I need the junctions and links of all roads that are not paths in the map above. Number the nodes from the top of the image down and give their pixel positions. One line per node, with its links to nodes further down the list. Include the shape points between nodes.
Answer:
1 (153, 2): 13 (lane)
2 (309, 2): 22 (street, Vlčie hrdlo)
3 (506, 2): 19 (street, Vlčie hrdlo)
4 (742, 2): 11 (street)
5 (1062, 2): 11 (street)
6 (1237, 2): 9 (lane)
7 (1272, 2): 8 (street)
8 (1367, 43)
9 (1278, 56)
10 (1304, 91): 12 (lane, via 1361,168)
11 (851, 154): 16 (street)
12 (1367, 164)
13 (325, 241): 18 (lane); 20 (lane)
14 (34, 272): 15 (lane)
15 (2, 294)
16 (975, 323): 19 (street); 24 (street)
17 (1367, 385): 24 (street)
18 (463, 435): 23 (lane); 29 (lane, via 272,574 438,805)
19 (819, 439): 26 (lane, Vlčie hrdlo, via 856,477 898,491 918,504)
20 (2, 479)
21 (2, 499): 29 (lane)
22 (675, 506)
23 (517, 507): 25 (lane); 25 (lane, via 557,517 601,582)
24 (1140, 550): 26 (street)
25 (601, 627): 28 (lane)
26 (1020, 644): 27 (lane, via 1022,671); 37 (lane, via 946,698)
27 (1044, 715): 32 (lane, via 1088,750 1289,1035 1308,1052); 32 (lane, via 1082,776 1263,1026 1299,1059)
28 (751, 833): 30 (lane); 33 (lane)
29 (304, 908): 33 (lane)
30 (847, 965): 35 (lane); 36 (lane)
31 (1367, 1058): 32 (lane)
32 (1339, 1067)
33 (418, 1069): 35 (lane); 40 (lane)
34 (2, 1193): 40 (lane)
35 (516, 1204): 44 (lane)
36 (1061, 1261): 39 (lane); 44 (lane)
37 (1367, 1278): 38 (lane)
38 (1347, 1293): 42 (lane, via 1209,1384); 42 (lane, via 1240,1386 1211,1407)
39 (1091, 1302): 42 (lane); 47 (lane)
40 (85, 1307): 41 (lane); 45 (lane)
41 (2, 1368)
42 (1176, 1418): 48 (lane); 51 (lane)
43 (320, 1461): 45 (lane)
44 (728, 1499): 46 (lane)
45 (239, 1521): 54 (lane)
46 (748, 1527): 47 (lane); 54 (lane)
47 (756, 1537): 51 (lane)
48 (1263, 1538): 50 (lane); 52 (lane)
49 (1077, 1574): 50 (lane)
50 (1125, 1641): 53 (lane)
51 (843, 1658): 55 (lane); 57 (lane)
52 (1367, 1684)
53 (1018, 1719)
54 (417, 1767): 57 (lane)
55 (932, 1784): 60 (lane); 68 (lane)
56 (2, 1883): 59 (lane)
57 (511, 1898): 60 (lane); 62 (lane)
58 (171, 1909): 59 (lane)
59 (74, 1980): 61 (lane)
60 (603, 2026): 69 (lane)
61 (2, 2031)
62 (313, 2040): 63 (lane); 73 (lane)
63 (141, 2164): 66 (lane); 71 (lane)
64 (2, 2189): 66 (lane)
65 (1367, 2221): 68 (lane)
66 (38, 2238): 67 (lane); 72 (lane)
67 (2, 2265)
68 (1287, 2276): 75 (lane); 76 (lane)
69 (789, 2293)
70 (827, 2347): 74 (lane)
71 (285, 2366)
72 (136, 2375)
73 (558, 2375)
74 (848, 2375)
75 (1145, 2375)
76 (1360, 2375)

Try it -
Copy every entry exactly, missing none.

Response box -
I need the junctions and links of all roads that are not paths in the map above. Number the nodes from the top of the image down and give their pixel positions. One line per node, with its links to nodes further down the list. Include the shape points between nodes.
Answer:
1 (153, 2): 13 (lane)
2 (309, 2): 22 (street, Vlčie hrdlo)
3 (506, 2): 19 (street, Vlčie hrdlo)
4 (742, 2): 11 (street)
5 (1062, 2): 11 (street)
6 (1237, 2): 9 (lane)
7 (1272, 2): 8 (street)
8 (1367, 43)
9 (1278, 56)
10 (1304, 91): 12 (lane, via 1361,168)
11 (851, 154): 16 (street)
12 (1367, 164)
13 (325, 241): 18 (lane); 20 (lane)
14 (34, 272): 15 (lane)
15 (2, 294)
16 (975, 323): 19 (street); 24 (street)
17 (1367, 385): 24 (street)
18 (463, 435): 23 (lane); 29 (lane, via 272,574 438,805)
19 (819, 439): 26 (lane, Vlčie hrdlo, via 856,477 898,491 918,504)
20 (2, 479)
21 (2, 499): 29 (lane)
22 (675, 506)
23 (517, 507): 25 (lane); 25 (lane, via 557,517 601,582)
24 (1140, 550): 26 (street)
25 (601, 627): 28 (lane)
26 (1020, 644): 27 (lane, via 1022,671); 37 (lane, via 946,698)
27 (1044, 715): 32 (lane, via 1088,750 1289,1035 1308,1052); 32 (lane, via 1082,776 1263,1026 1299,1059)
28 (751, 833): 30 (lane); 33 (lane)
29 (304, 908): 33 (lane)
30 (847, 965): 35 (lane); 36 (lane)
31 (1367, 1058): 32 (lane)
32 (1339, 1067)
33 (418, 1069): 35 (lane); 40 (lane)
34 (2, 1193): 40 (lane)
35 (516, 1204): 44 (lane)
36 (1061, 1261): 39 (lane); 44 (lane)
37 (1367, 1278): 38 (lane)
38 (1347, 1293): 42 (lane, via 1209,1384); 42 (lane, via 1240,1386 1211,1407)
39 (1091, 1302): 42 (lane); 47 (lane)
40 (85, 1307): 41 (lane); 45 (lane)
41 (2, 1368)
42 (1176, 1418): 48 (lane); 51 (lane)
43 (320, 1461): 45 (lane)
44 (728, 1499): 46 (lane)
45 (239, 1521): 54 (lane)
46 (748, 1527): 47 (lane); 54 (lane)
47 (756, 1537): 51 (lane)
48 (1263, 1538): 50 (lane); 52 (lane)
49 (1077, 1574): 50 (lane)
50 (1125, 1641): 53 (lane)
51 (843, 1658): 55 (lane); 57 (lane)
52 (1367, 1684)
53 (1018, 1719)
54 (417, 1767): 57 (lane)
55 (932, 1784): 60 (lane); 68 (lane)
56 (2, 1883): 59 (lane)
57 (511, 1898): 60 (lane); 62 (lane)
58 (171, 1909): 59 (lane)
59 (74, 1980): 61 (lane)
60 (603, 2026): 69 (lane)
61 (2, 2031)
62 (313, 2040): 63 (lane); 73 (lane)
63 (141, 2164): 66 (lane); 71 (lane)
64 (2, 2189): 66 (lane)
65 (1367, 2221): 68 (lane)
66 (38, 2238): 67 (lane); 72 (lane)
67 (2, 2265)
68 (1287, 2276): 75 (lane); 76 (lane)
69 (789, 2293)
70 (827, 2347): 74 (lane)
71 (285, 2366)
72 (136, 2375)
73 (558, 2375)
74 (848, 2375)
75 (1145, 2375)
76 (1360, 2375)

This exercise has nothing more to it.